ISIS’ Al-Hayat Media Center issued the second issue of its magazine Rumiyah, meaning Rome, in English, Turkish, German, French, Indonesian, Russian, Arabic and Uyghur. The design of the magazine is more simple than ISIS’ English-language Dabiq. It’s also much shorter: 38 pages compared to the 82 pages in the last issue of Dabiq.
In the first issue of Rumiyah, which debuted a month ago, jihadists were advised to target teens playing sports after school or even flower sellers hawking blooms on the street.
In the new PDF issue distributed widely via social media and Google Drive, an article on terror tactics assures would-be jihadists that “one need not be a military expert or a martial arts master, or even own a gun or rifle in order to carry out a massacre or to kill and injure several disbelievers and terrorize an entire nation.”
A footnote in the article states that ISIS won’t be using the term “lone wolf,” but “just terror operations” — “just” as an adjective for “justice.” Al-Qaeda calls lone operations “open-source jihad.”
Hinting that the article is one in a forthcoming series about terror tactics, ISIS focused on the benefits of knives to help potential terrorists with the “ocean of thoughts” that “might pour into one’s mind” when considering an attack.
“Many people are often squeamish of the thought of plunging a sharp object into another person’s flesh.

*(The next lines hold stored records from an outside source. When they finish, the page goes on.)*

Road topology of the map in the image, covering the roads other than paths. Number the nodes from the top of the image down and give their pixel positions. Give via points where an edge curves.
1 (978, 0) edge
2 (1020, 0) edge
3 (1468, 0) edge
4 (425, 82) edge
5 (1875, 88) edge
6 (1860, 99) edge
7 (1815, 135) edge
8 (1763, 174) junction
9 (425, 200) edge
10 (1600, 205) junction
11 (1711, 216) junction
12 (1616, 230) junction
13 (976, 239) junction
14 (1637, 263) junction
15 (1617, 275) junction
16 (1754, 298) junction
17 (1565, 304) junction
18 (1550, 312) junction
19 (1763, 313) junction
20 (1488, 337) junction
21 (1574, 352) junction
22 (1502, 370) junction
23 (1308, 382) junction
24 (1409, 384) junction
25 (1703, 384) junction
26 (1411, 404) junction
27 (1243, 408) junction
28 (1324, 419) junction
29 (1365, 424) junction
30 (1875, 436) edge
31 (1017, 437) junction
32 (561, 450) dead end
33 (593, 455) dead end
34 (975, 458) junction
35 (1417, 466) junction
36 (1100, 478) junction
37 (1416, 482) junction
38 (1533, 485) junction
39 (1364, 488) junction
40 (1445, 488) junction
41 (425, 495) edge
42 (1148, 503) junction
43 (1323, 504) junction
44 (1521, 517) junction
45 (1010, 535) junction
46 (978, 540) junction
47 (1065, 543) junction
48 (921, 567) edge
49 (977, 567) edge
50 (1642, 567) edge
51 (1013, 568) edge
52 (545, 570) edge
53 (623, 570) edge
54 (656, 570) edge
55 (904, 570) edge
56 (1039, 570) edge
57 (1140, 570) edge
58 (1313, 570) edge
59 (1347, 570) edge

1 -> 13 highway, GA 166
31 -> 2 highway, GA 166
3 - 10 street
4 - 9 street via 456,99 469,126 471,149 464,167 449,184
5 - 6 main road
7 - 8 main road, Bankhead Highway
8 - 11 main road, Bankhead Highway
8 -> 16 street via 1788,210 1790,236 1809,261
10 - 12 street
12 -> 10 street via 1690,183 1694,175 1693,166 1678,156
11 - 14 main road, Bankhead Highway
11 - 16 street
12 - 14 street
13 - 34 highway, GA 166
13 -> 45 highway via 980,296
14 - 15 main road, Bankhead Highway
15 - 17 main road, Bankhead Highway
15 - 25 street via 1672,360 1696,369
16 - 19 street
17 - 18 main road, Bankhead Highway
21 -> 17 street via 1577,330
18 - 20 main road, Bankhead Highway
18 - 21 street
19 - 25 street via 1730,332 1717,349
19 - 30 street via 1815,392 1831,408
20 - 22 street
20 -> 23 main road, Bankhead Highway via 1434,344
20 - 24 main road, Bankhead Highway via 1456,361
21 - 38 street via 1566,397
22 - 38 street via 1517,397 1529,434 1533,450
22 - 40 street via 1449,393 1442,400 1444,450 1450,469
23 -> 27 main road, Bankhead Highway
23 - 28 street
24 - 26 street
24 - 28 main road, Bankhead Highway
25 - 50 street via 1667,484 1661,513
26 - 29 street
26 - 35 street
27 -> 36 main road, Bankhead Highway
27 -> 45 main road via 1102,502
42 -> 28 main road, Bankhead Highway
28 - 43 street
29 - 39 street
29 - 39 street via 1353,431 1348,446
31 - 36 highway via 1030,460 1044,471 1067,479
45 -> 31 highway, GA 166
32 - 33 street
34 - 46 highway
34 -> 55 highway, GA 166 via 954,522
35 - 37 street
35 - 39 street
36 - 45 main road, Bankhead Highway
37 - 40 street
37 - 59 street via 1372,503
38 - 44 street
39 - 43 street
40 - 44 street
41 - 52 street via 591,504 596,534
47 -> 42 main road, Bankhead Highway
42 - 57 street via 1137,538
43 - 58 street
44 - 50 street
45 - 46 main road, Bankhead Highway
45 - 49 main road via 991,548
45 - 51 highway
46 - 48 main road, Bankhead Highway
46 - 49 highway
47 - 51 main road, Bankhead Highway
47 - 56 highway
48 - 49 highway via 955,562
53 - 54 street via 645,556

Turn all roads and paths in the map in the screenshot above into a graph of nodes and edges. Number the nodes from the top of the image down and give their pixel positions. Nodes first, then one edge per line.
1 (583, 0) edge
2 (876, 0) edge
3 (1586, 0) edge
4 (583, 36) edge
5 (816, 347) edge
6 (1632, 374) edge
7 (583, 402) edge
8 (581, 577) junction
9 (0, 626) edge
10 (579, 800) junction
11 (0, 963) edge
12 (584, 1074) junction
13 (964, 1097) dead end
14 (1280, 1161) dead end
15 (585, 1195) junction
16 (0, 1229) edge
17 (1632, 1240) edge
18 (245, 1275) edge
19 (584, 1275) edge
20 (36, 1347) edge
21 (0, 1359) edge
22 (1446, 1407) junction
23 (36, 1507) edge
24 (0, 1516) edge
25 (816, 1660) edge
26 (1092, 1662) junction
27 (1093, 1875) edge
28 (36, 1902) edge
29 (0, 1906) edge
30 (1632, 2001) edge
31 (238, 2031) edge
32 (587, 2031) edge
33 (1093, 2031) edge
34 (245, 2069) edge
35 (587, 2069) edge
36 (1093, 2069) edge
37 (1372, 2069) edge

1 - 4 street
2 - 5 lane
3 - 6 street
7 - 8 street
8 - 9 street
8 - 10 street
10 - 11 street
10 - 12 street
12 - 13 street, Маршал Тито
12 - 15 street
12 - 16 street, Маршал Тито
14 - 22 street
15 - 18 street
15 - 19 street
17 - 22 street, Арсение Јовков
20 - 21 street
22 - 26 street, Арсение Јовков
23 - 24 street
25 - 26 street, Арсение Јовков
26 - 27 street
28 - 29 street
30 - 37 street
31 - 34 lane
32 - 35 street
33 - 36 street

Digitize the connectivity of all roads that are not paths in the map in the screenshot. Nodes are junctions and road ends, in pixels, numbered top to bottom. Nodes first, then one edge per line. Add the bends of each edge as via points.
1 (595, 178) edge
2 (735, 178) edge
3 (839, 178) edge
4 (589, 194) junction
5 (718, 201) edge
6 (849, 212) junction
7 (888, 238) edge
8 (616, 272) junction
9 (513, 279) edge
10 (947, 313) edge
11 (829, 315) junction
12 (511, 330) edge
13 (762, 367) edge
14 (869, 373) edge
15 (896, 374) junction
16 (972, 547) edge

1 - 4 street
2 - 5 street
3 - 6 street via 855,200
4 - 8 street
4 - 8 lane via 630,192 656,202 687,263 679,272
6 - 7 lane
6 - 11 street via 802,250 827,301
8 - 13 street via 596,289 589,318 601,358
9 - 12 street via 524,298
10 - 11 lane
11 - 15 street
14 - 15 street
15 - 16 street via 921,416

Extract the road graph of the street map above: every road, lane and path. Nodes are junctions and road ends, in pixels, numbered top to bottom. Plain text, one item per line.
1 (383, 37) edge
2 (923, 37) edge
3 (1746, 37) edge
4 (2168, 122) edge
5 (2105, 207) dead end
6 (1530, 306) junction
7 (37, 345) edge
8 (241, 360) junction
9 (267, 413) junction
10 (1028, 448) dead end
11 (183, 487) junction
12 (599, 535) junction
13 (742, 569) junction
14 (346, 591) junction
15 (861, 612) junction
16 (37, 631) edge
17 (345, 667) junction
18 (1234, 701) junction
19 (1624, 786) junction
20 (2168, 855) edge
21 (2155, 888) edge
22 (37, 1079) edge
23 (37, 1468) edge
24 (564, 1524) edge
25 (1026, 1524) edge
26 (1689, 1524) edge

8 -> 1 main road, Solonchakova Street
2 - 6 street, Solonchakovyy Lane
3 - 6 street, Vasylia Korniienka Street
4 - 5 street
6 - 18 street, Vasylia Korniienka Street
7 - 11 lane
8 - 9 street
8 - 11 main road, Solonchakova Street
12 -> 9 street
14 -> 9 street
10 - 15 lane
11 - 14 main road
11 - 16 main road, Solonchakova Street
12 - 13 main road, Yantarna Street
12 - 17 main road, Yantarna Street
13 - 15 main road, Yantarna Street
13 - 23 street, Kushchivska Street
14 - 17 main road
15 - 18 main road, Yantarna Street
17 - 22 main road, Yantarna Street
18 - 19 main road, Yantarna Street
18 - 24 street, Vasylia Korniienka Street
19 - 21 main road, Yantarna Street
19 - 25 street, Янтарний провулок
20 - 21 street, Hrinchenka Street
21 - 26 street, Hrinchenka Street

It is a discomfort caused by the untamed, inherent dislike for pain and death, especially after ‘modernization’ distanced males from partaking in the slaughtering of livestock for food and the striking of the enemy in war,” the unbylined article states. “However, any such squirms and discomforts are never an excuse for abandoning jihad.”
ISIS suggested a “campaign of knife attacks” in which the attacker “could dispose of his weapon after each use, finding no difficulty in acquiring another one.””It is explicitly advised not to use kitchen knives, as their basic structure is not designed to handle the kind of vigorous application used for assassinations and slaughter,” the article states, further advising “to avoid troublesome knives, those that can cause harm to the user because of poor manufacturing.”